=== GIVEN DATA ===
_____

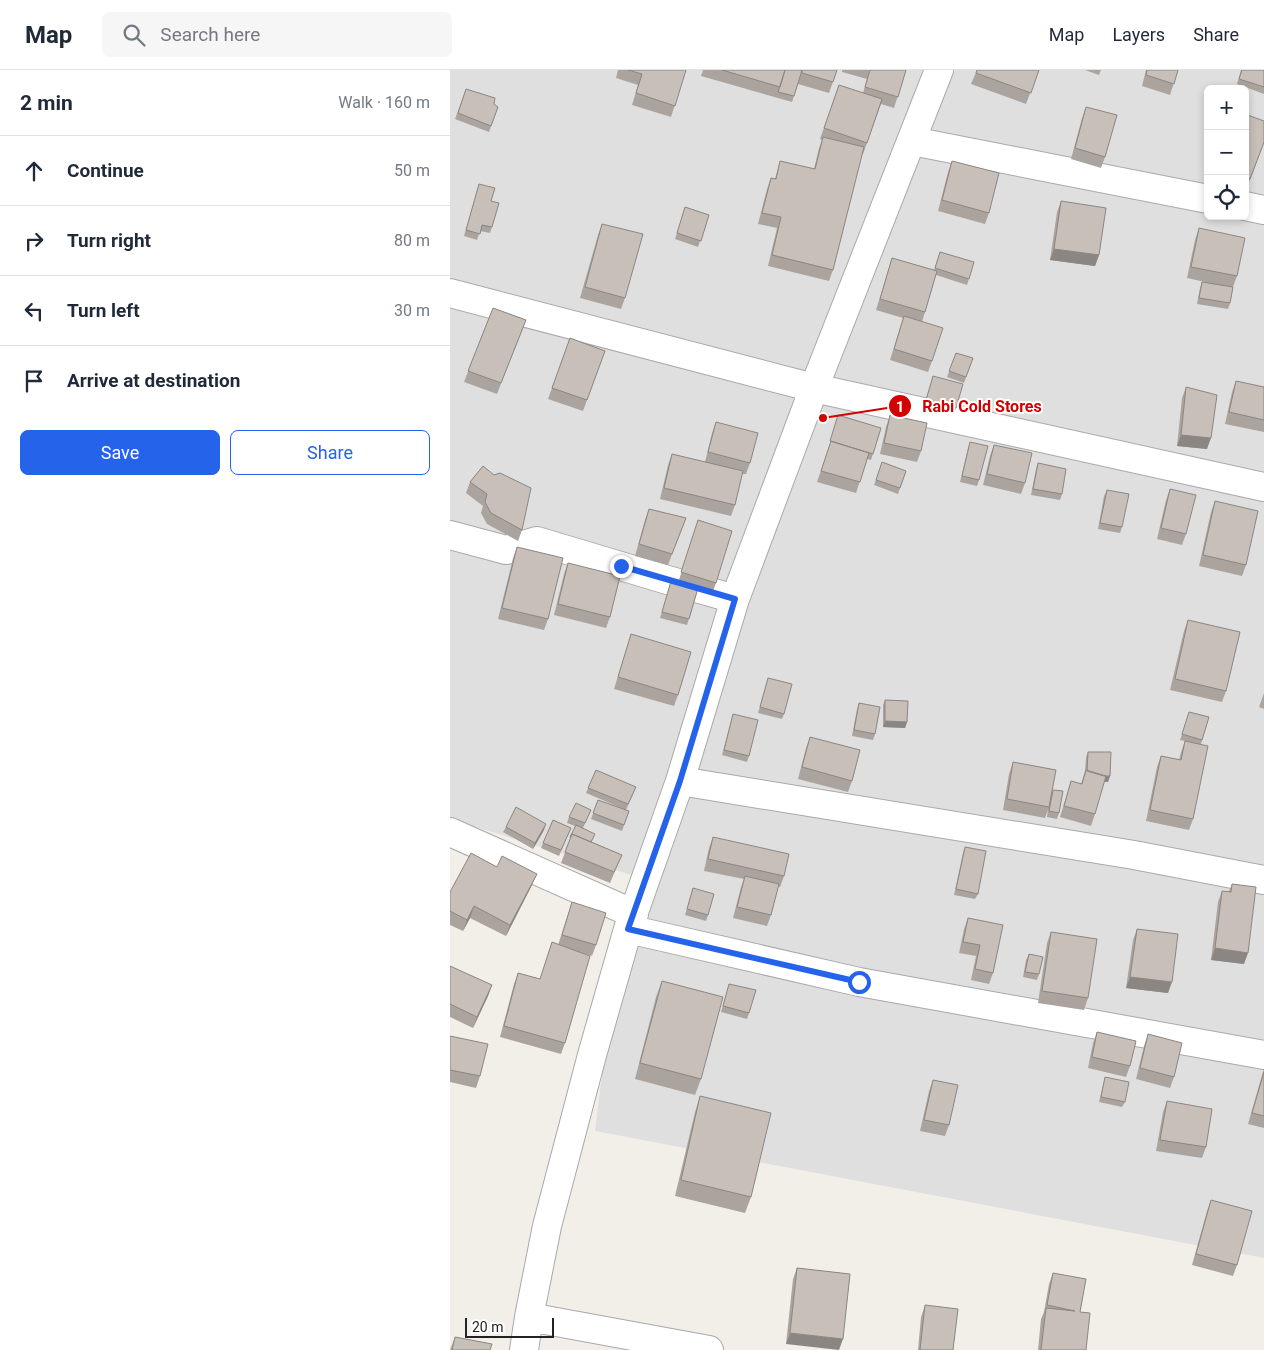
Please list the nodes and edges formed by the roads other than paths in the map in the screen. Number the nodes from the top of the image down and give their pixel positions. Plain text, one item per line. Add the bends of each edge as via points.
1 (939, 70) edge
2 (912, 141) junction
3 (1204, 198) edge
4 (1249, 207) edge
5 (1264, 210) edge
6 (450, 293) edge
7 (814, 388) junction
8 (1264, 487) edge
9 (450, 535) edge
10 (735, 599) junction
11 (680, 781) junction
12 (450, 832) edge
13 (1264, 880) edge
14 (631, 922) junction
15 (1264, 1055) edge
16 (529, 1317) junction
17 (524, 1350) edge
18 (709, 1350) edge

1 - 2 street
2 - 3 street
2 - 7 street
4 - 5 street
6 - 7 street
7 - 8 street
7 - 10 street
9 - 10 street via 506,550 537,541
10 - 11 street
11 - 13 street via 1134,855
11 - 14 street
12 - 14 street
14 - 15 street via 859,982
14 - 16 street via 547,1226
16 - 17 street
16 - 18 street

_____

=== REQUIRED ACTION ===
Leaving out the pictures, restate the listing above exactly.

=== WORKED SOLUTION ===
Please list the nodes and edges formed by the roads other than paths in the map in the screen. Number the nodes from the top of the image down and give their pixel positions. Plain text, one item per line. Add the bends of each edge as via points.
1 (939, 70) edge
2 (912, 141) junction
3 (1204, 198) edge
4 (1249, 207) edge
5 (1264, 210) edge
6 (450, 293) edge
7 (814, 388) junction
8 (1264, 487) edge
9 (450, 535) edge
10 (735, 599) junction
11 (680, 781) junction
12 (450, 832) edge
13 (1264, 880) edge
14 (631, 922) junction
15 (1264, 1055) edge
16 (529, 1317) junction
17 (524, 1350) edge
18 (709, 1350) edge

1 - 2 street
2 - 3 street
2 - 7 street
4 - 5 street
6 - 7 street
7 - 8 street
7 - 10 street
9 - 10 street via 506,550 537,541
10 - 11 street
11 - 13 street via 1134,855
11 - 14 street
12 - 14 street
14 - 15 street via 859,982
14 - 16 street via 547,1226
16 - 17 street
16 - 18 street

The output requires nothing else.